Meta, the parent company of Facebook, selected Redwood City, California-based contractor DPR Construction to build its $1 billion data center in Mesa, Arizona, the contractor told Construction Dive.
The project, first announced in August 2021, is a greenfield development of a five-building campus encompassing over 2.5 million square feet of data center and admin space. The campus, which DPR expects to complete in 2026, will use 12,000 tons of steel, incorporate over 600 miles of framing studs and employ 700 acres of drywall, according to a social media post from Mesa Mayor John Giles.
Once complete, the Mesa data center will be among the most advanced and energy- and water-efficient data centers in the world, according to Meta. The site will be supported by 100% renewable energy and the U.S. Green Building Council has slated it for LEED Gold certification.
DPR previously delivered Meta’s first greenfield development at the Prineville data center in Oregon, followed by the Forest City data center in North Carolina and the Luleå Data Center in Sweden. Some of its current projects include other Meta data centers in Texas, Virginia and Tennessee.
Booming Phoenix market
The Phoenix region has undergone a project boom recently, specifically in the manufacturing and data center construction space.
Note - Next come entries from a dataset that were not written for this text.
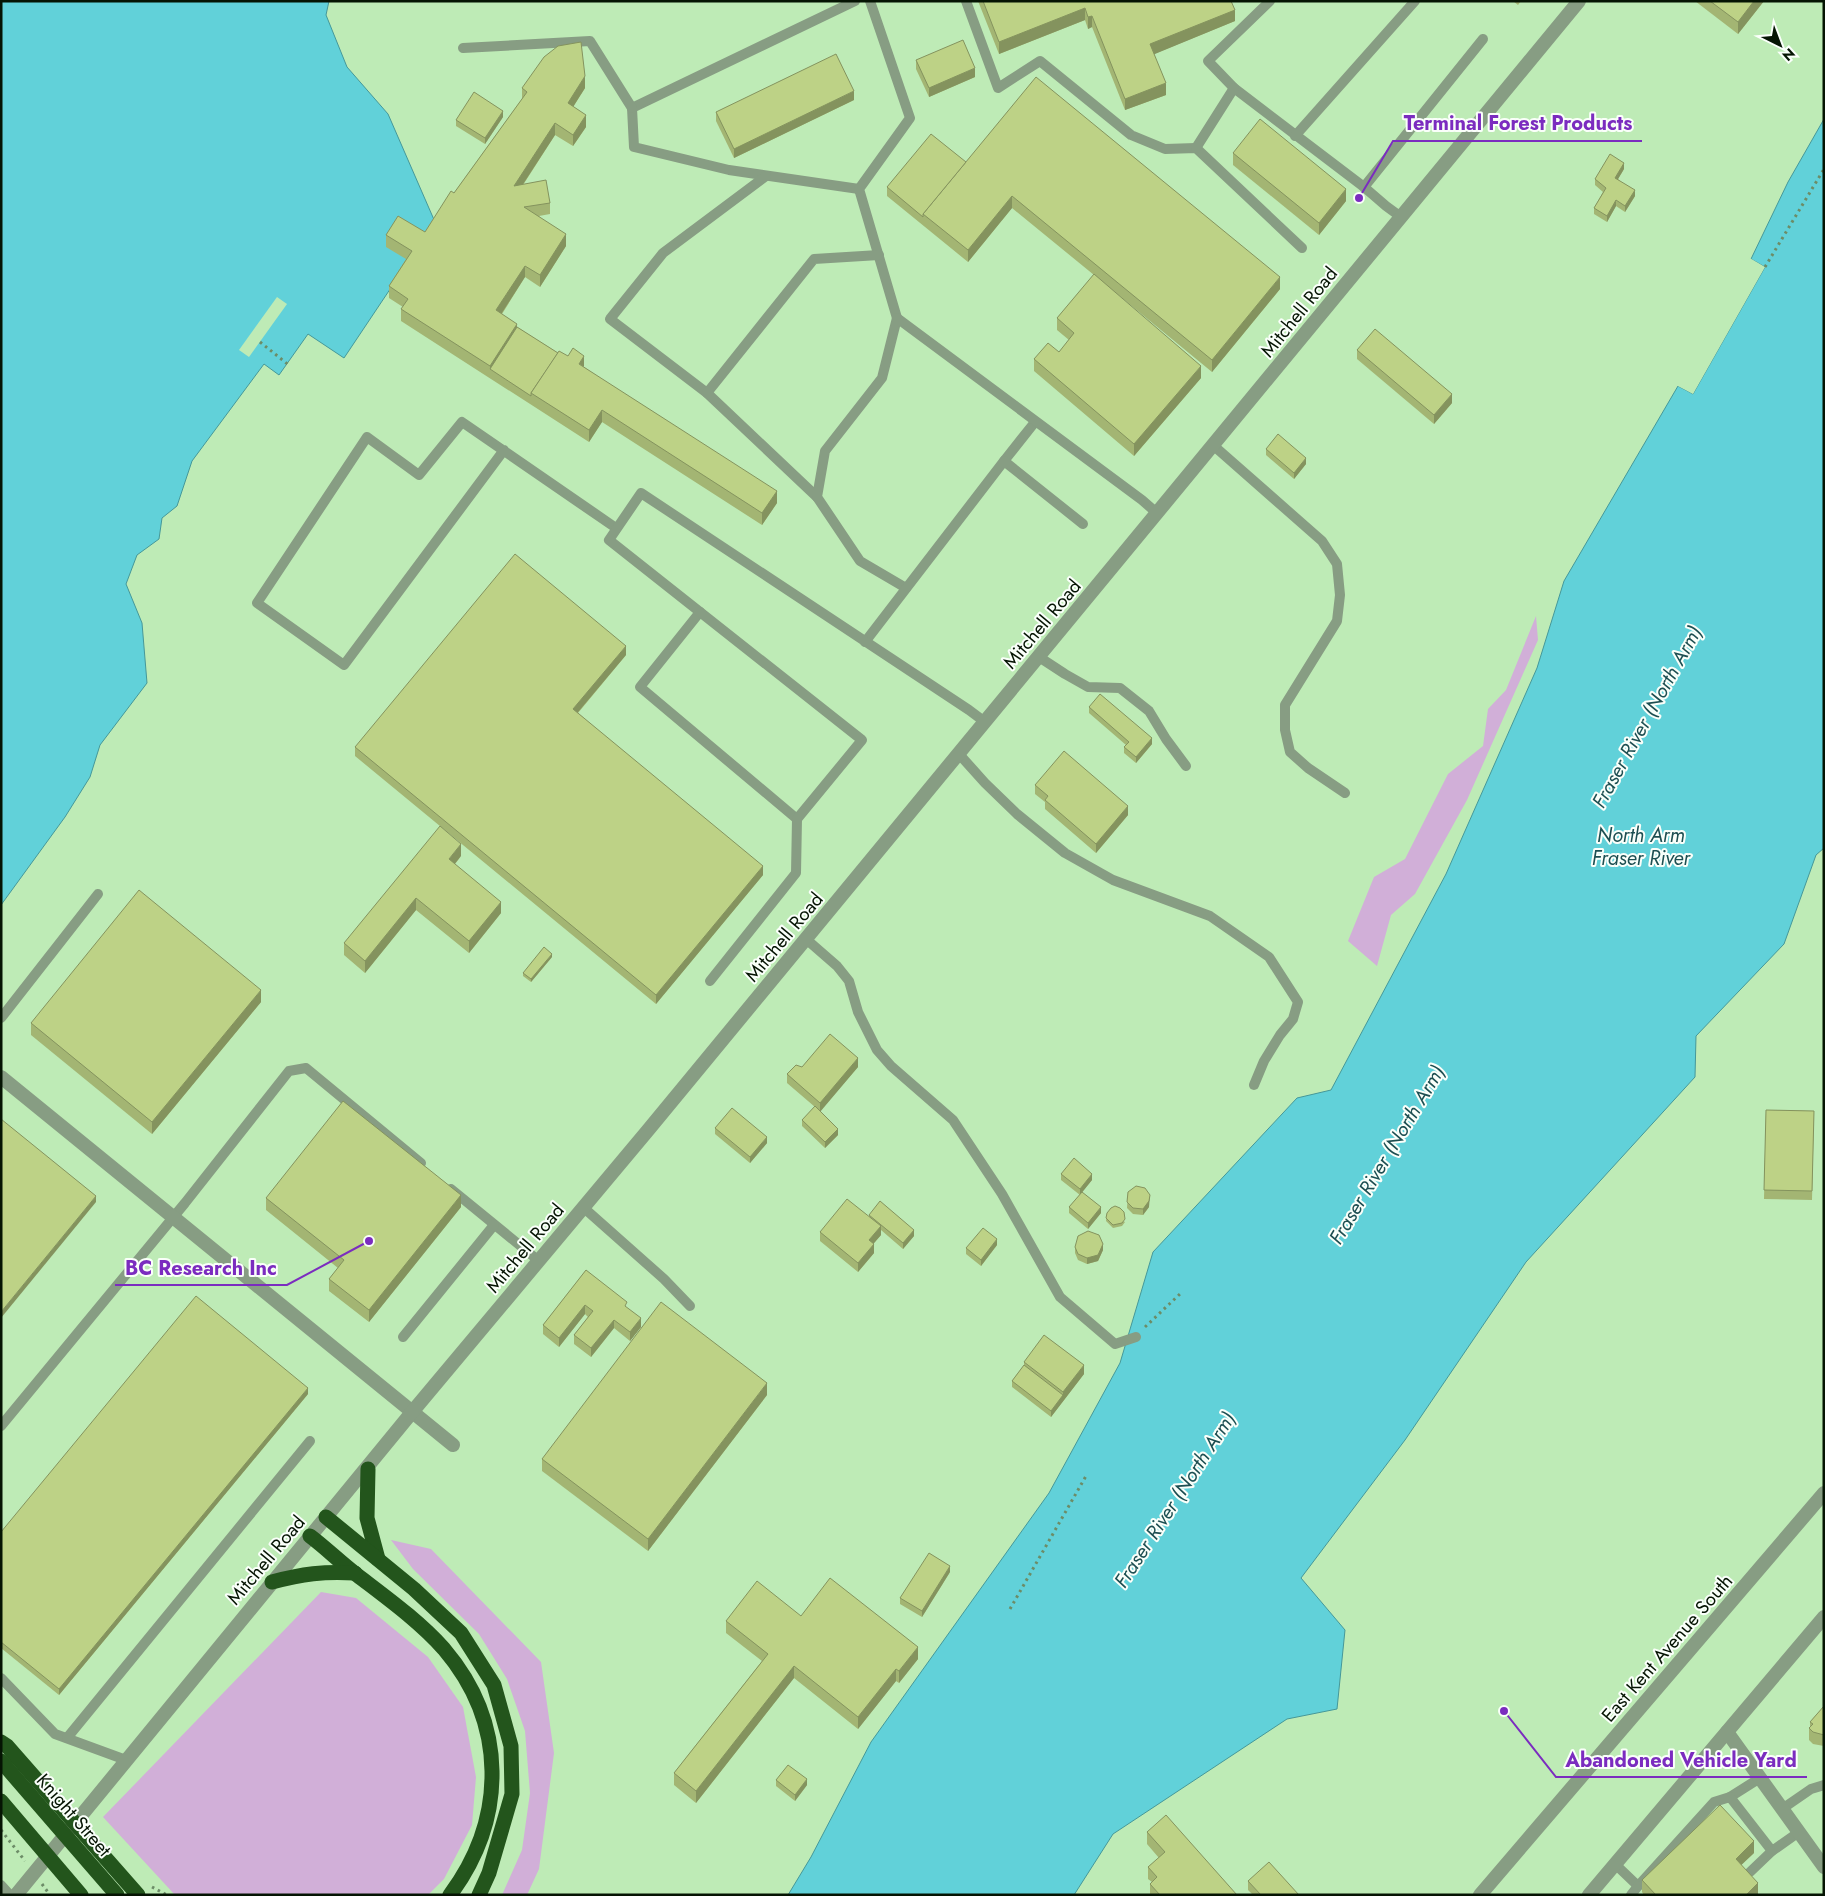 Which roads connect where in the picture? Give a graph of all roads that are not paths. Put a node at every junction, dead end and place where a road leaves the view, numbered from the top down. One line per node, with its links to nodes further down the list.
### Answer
1 (855, 1): 10 (lane)
2 (870, 1): 15 (lane)
3 (966, 1): 12 (lane)
4 (1270, 1): 9 (lane)
5 (1415, 1): 11 (lane)
6 (1579, 1): 16 (street, Mitchell Road)
7 (1483, 39): 14 (lane)
8 (463, 48): 10 (lane)
9 (1234, 88): 11 (lane); 12 (lane)
10 (632, 108): 13 (lane)
11 (1295, 136): 14 (lane)
12 (1196, 148): 17 (lane)
13 (766, 176): 15 (lane); 20 (lane)
14 (1364, 187): 16 (lane)
15 (859, 189): 18 (lane)
16 (1401, 218): 22 (street, Mitchell Road)
17 (1302, 248)
18 (878, 255): 19 (lane); 20 (lane)
19 (897, 318): 21 (lane); 25 (lane)
20 (707, 393): 25 (lane)
21 (1035, 422): 24 (lane); 26 (lane)
22 (1214, 446): 26 (street, Mitchell Road); 36 (lane)
23 (504, 450): 23 (lane); 28 (lane)
24 (1004, 461): 27 (lane); 29 (lane)
25 (817, 497): 29 (lane)
26 (1158, 514): 32 (street, Mitchell Road)
27 (1083, 524)
28 (616, 528): 30 (lane); 31 (lane)
29 (906, 588): 31 (lane)
30 (700, 612): 37 (lane); 37 (lane)
31 (865, 642): 33 (lane)
32 (1039, 657): 33 (street, Mitchell Road); 35 (lane)
33 (985, 722): 34 (street, Mitchell Road)
34 (959, 754): 39 (street, Mitchell Road); 43 (lane)
35 (1186, 766)
36 (1345, 793)
37 (798, 819): 40 (lane)
38 (98, 894): 41 (lane)
39 (806, 940): 46 (street, Mitchell Road); 52 (lane)
40 (710, 980)
41 (1, 1018)
42 (1, 1077): 47 (street)
43 (1254, 1085)
44 (427, 1168): 47 (lane)
45 (442, 1181): 48 (lane)
46 (584, 1208): 49 (street, Mitchell Road); 50 (lane)
47 (173, 1217): 53 (street); 54 (lane)
48 (494, 1225): 49 (lane); 51 (lane)
49 (539, 1261): 53 (street, Mitchell Road)
50 (690, 1306)
51 (404, 1337)
52 (1136, 1337)
53 (413, 1411): 56 (street); 57 (street, Mitchell Road)
54 (1, 1426)
55 (310, 1442): 67 (lane)
56 (453, 1445)
57 (368, 1469): 59 (street, Mitchell Road); 61 (highway)
58 (1824, 1493): 90 (street, East Kent Avenue South)
59 (326, 1517): 60 (street, Mitchell Road); 61 (highway)
60 (310, 1536): 62 (highway); 63 (street, Mitchell Road)
61 (378, 1559): 89 (highway)
62 (354, 1573): 63 (highway); 88 (highway)
63 (272, 1582): 69 (street, Mitchell Road)
64 (1824, 1618): 66 (street)
65 (1, 1678): 67 (lane)
66 (1727, 1732): 71 (street); 78 (street)
67 (66, 1738): 69 (lane)
68 (1, 1742): 87 (highway)
69 (126, 1760): 84 (street, Mitchell Road)
70 (1, 1762): 86 (highway, Knight Street)
71 (1760, 1778): 73 (lane); 75 (street)
72 (1824, 1785): 75 (lane)
73 (1730, 1797): 77 (lane); 82 (lane)
74 (1, 1801): 85 (highway)
75 (1782, 1810): 76 (street)
76 (1799, 1832): 77 (lane); 79 (street)
77 (1772, 1850): 80 (lane)
78 (1614, 1864): 82 (lane); 91 (street)
79 (1824, 1867)
80 (1750, 1872)
81 (1, 1885): 83 (lane)
82 (1638, 1886): 92 (lane)
83 (10, 1895)
84 (16, 1895)
85 (82, 1895)
86 (117, 1895)
87 (138, 1895)
88 (450, 1895)
89 (479, 1895)
90 (1480, 1895)
91 (1589, 1895)
92 (1631, 1895)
Some of the region’s largest projects, in addition to Meta’s $1 billion data center in nearby Mesa, include a $600 million Google data center and two semiconductor fabs worth $20 billion in Chandler. These massive projects, which are beginning to exert pressure on sourcing steel for smaller contractors, continue to target cities like Phoenix due to its low natural disaster risk.
On a nationwide level, demand for data center construction remains strong, although some signs of deceleration have emerged. Still, data center construction activity in U.S. primary markets increased 25% year-over-year to a record high capacity of 2,288 megawatts in the first half of 2023, according to CBRE, a Dallas-based commercial real estate services firm.